Why Knot? Studies Into the Knot of a Minimal Tied Trefoil
- Author(s): Burban, David
- Advisor(s): Jennings, Patricia A
- et al.
The Minimal Tied Trefoil from Thermotoga maritima (MTTTm) represents an ideal system for investigating knots in proteins. It is one of the smallest knotted proteins to contain a deep trefoil knot, and one of the smallest SPOUT methyltransferases. To date, however, little has been accomplished on this system probing into the knots purpose in the protein. The work presented here characterizes the role of the knot in MTTTm. There are two main facets for understanding the knot: its role in the native state, and its role in the denatured state. To probe these, the work following uses a myriad of biophysical techniques to further understand the knots role in both states. These experiments show that in the native state the knot helps to tether down what was expected to be a flexible loop, which if flexible would impact binding.

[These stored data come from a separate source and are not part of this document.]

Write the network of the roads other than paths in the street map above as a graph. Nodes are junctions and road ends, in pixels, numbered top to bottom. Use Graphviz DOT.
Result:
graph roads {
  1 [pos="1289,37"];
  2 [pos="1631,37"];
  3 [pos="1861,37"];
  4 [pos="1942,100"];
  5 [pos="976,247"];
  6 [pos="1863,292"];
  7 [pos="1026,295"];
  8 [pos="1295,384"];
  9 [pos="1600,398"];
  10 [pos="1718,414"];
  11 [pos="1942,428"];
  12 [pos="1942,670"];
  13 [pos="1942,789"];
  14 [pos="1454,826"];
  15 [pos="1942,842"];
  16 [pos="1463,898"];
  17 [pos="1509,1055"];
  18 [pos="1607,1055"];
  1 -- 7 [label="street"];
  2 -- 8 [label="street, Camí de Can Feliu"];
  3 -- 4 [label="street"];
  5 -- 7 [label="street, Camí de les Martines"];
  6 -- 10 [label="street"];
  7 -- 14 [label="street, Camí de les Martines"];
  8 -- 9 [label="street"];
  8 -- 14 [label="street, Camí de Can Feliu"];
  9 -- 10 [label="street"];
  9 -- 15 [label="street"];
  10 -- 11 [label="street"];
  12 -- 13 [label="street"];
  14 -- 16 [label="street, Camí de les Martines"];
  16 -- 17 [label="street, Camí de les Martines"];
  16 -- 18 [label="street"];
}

As well, there exist a series of hydrophobic contacts beneath the knot that are critical for allostery, and would be disrupted if the knot were not there. In the denatured state, there appears to be a linkage between the knot and critical packing residues that would complicate refolding in vivo, but the knot helps to maintain those contacts to allow for easier refolding. The studies here give us more information on why the knot exists in MTTTm, and help us to further understand the role of knots in proteins as a whole.